Saint Ambroise remarque la différence qui séparait les deux voleurs, crucifiés avec le Seigneur : l'un, pensant non à la vie future, mais à la vie présente, la demandait au Sauveur en ces termes : « Si vous êtes le Christ, sauvez-vous, et sauvez-nous; » l'autre, au contraire, méprisant cette vie, et portant sur l'autre toutes ses aspirations : « Seigneur, disait-il, souvenez-vous de moi, quand vous serez dans votre royaume. »

 

Il n'ignorait pas que celui qui pouvait donner l'éternelle vie, pouvait donner la vie du temps ; mais méprisant celle-ci comme fragile et fugitive, il ne s'inquiétait que de la vie immortelle.

 

Frères, si vous examinez bien, vous trouverez cette même différence entre les justes et les méchants. Car les méchants, repoussant loin d'eux tout souci de la vie céleste, rampent sur la terre à la manière des reptiles, ne pensant pas plus à la vie future, que s'ils n'étaient pas nés, formés, rachetés pour cette vie. En effet, « ils donnent leurs noms à leurs terres. » Ps. XXVIVIII, 12.

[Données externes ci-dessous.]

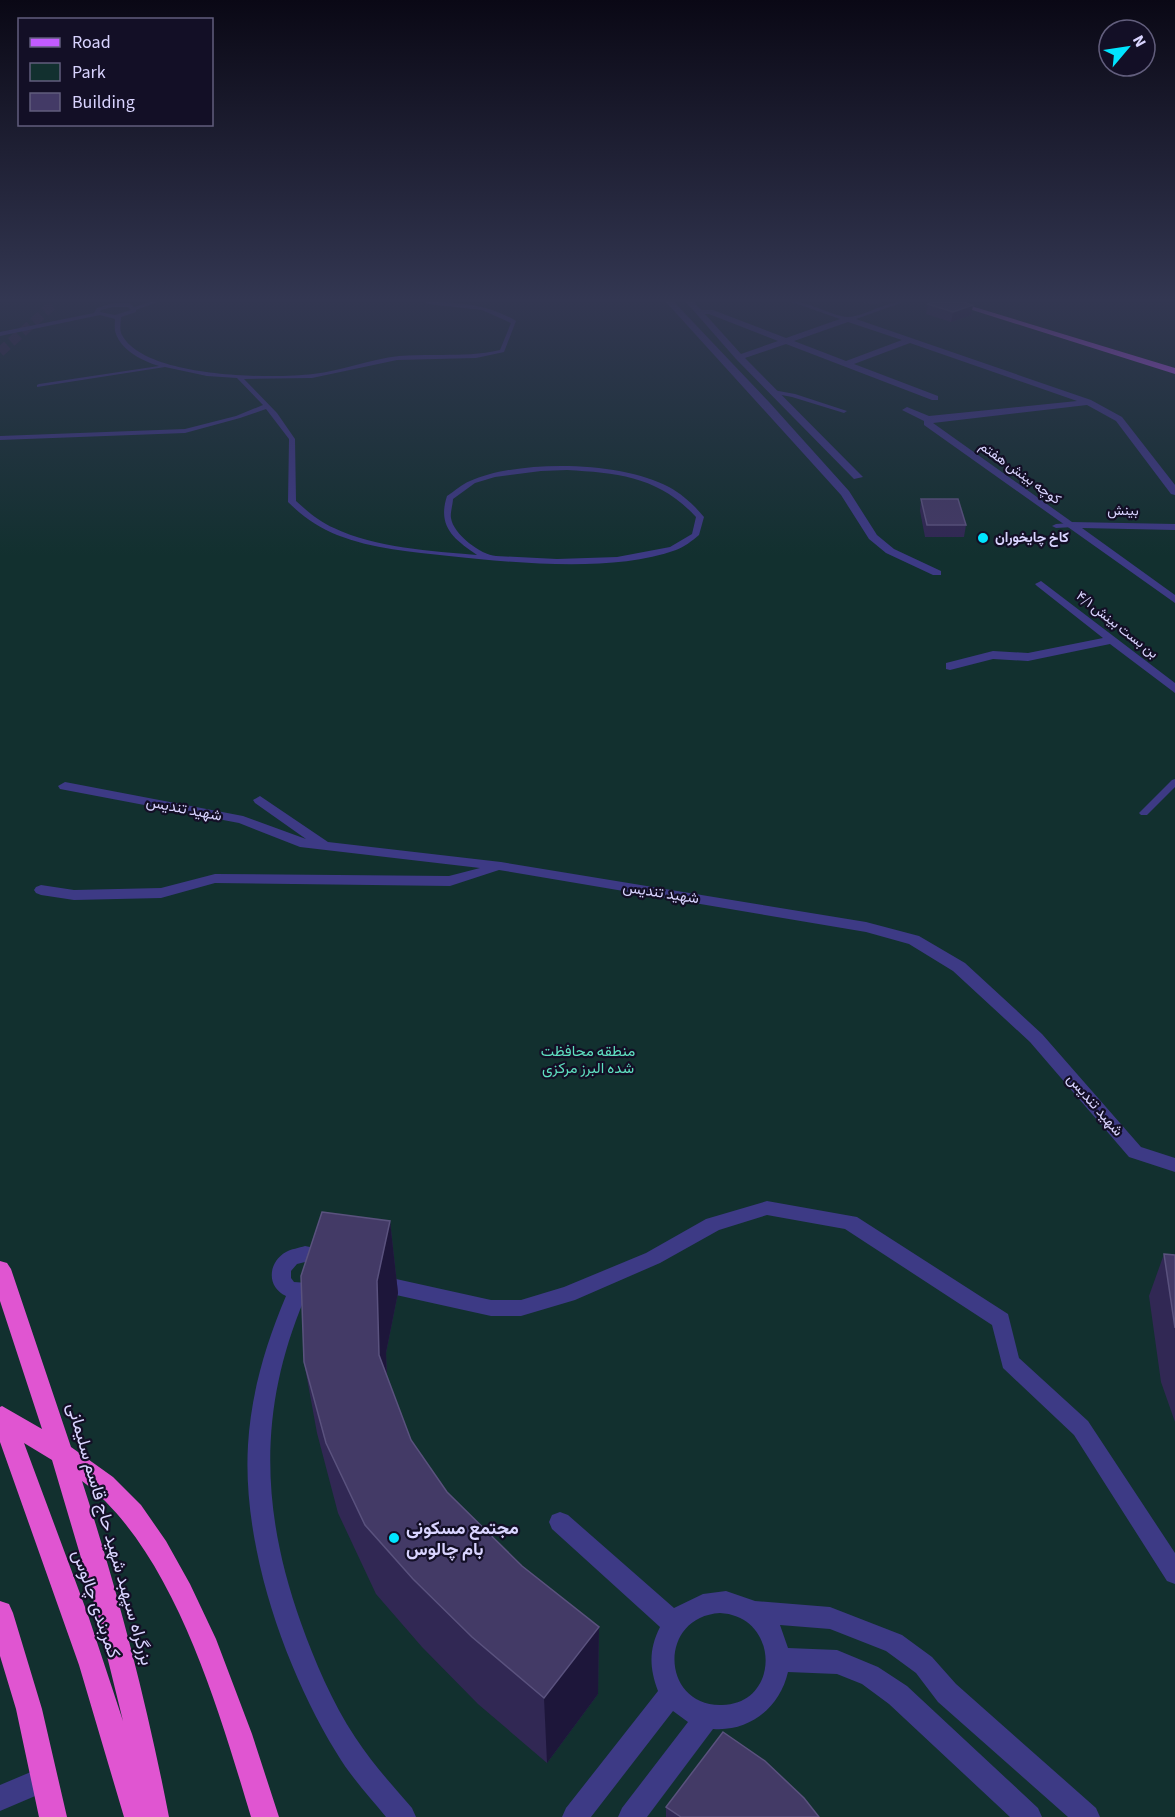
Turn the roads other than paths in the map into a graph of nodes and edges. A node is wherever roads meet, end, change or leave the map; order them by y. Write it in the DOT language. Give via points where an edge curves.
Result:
graph roads {
  1 [pos="248,387"];
  2 [pos="750,387"];
  3 [pos="768,387"];
  4 [pos="906,387"];
  5 [pos="1048,387"];
  6 [pos="773,392"];
  7 [pos="935,398"];
  8 [pos="1088,402"];
  9 [pos="267,406"];
  10 [pos="907,410"];
  11 [pos="844,411"];
  12 [pos="930,420"];
  13 [pos="0,438"];
  14 [pos="858,477"];
  15 [pos="1175,492"];
  16 [pos="1056,525"];
  17 [pos="1070,525"];
  18 [pos="1175,527"];
  19 [pos="489,559"];
  20 [pos="937,573"];
  21 [pos="1041,584"];
  22 [pos="1175,600"];
  23 [pos="1111,640"];
  24 [pos="950,666"];
  25 [pos="1175,689"];
  26 [pos="1175,782"];
  27 [pos="65,786"];
  28 [pos="260,800"];
  29 [pos="1144,813"];
  30 [pos="324,846"];
  31 [pos="501,866"];
  32 [pos="41,890"];
  33 [pos="1175,1165"];
  34 [pos="0,1269"];
  35 [pos="328,1272"];
  36 [pos="297,1292"];
  37 [pos="1,1414"];
  38 [pos="63,1456"];
  39 [pos="560,1522"];
  40 [pos="1175,1573"];
  41 [pos="0,1612"];
  42 [pos="751,1612"];
  43 [pos="673,1623"];
  44 [pos="779,1661"];
  45 [pos="673,1691"];
  46 [pos="708,1716"];
  47 [pos="45,1779"];
  48 [pos="0,1798"];
  49 [pos="53,1817"];
  50 [pos="138,1817"];
  51 [pos="155,1817"];
  52 [pos="265,1817"];
  53 [pos="403,1817"];
  54 [pos="575,1817"];
  55 [pos="631,1817"];
  56 [pos="1029,1817"];
  57 [pos="1087,1817"];
  1 -- 9 [label="lane"];
  2 -- 20 [label="street" via="845,493 873,537 890,551"];
  3 -- 6 [label="street"];
  4 -- 7 [label="street"];
  5 -- 8 [label="street"];
  6 -- 11 [label="lane"];
  6 -- 14 [label="street"];
  8 -- 12 [label="street"];
  8 -- 15 [label="street" via="1119,419"];
  9 -- 13 [label="lane" via="185,431"];
  9 -- 19 [label="lane" via="292,439 292,502 310,518 341,534 405,549"];
  10 -- 12 [label="street"];
  12 -- 17 [label="street, کوچه بینش هفتم" via="927,423"];
  16 -- 17 [label="lane"];
  17 -- 18 [label="street, بینش"];
  17 -- 22 [label="street, کوچه بینش هفتم"];
  19 -- 19 [label="lane" via="565,562 675,549 695,535 700,517 684,500 660,485 615,472 554,469 504,473 471,483 450,498 447,518 458,538"];
  21 -- 23 [label="street, بن بست بینش ۴/۱"];
  23 -- 24 [label="street" via="1028,657 993,655"];
  23 -- 25 [label="street, بن بست بینش ۴/۱"];
  26 -- 29 [label="lane"];
  27 -- 30 [label="street, شهید تندیس" via="243,820 300,843"];
  28 -- 30 [label="street"];
  30 -- 31 [label="street, شهید تندیس"];
  31 -- 32 [label="street" via="450,881 215,878 161,893 74,895"];
  31 -- 33 [label="street, شهید تندیس" via="866,927 914,940 959,967 1036,1038 1135,1152"];
  34 -- 38 [label="highway, بزرگراه سپهبد شهید حاج قاسم سلیمانی"];
  35 -- 36 [label="street" via="314,1290"];
  35 -- 36 [label="street" via="320,1257 305,1254 291,1258 281,1269 281,1281"];
  35 -- 40 [label="street" via="491,1308 521,1308 568,1294 653,1258 713,1224 767,1208 850,1222 1001,1320 1010,1362 1081,1428"];
  36 -- 53 [label="street" via="281,1328 259,1433 258,1470 266,1537 280,1595 304,1664 340,1736"];
  37 -- 38 [label="highway"];
  37 -- 50 [label="highway, کمربندی چالوس" via="50,1544"];
  38 -- 51 [label="highway, بزرگراه سپهبد شهید حاج قاسم سلیمانی" via="133,1705"];
  38 -- 52 [label="highway" via="106,1486 140,1522 163,1559 200,1633"];
  39 -- 43 [label="street"];
  41 -- 47 [label="highway"];
  42 -- 43 [label="street" via="734,1604 709,1603 685,1611"];
  42 -- 44 [label="street" via="775,1642"];
  42 -- 57 [label="street" via="830,1618 894,1643 924,1665 947,1693"];
  43 -- 45 [label="street" via="662,1656"];
  44 -- 46 [label="street" via="770,1694 758,1706 726,1718"];
  44 -- 56 [label="street" via="837,1662 870,1676 898,1695"];
  45 -- 46 [label="street" via="683,1702"];
  45 -- 54 [label="street"];
  46 -- 55 [label="street"];
  47 -- 48 [label="street"];
  47 -- 49 [label="highway"];
}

Mais les justes, marchant dans une voie opposée, ne cherchant dans le monde que ce que demande, non la convoitise, mais le besoin, et y vivant non comme dans une demeure, mais comme dans une hôtellerie, portent toutes leurs aspirations vers l'autre vie, où ils espèrent vivre toujours; ils soupirent après elle, impatients d'y arriver, et « brûlant du désir d'être revêtus de cette maison céleste. » II Cor. V, 2.

 

 

 

Faisons cela, mes frères; portons là tous nos désirs; et foulant aux pieds toutes les choses de la terre comme viles et éphémères, ne pensons, et le jour et la nuit, qu'à cet avenir éternel ; méditons-le, quand nous dormons, quand nous veillons, quand nous mangeons , quelque chose que nous fassions ; tâchons de l'obtenir du Seigneur à force de prières et de vœux. Croyons avoir vécu utilement et heureusement, quand, morts au monde et à toutes les choses du monde, nous aurons vécu pour ce seul soin. C'est à une telle vie qu'est réservée dans le ciel la vie immortelle. Daigne nous l'accorder Celui qui aujourd'hui a daigné en montrer l'image dans sa glorieuse transfiguration.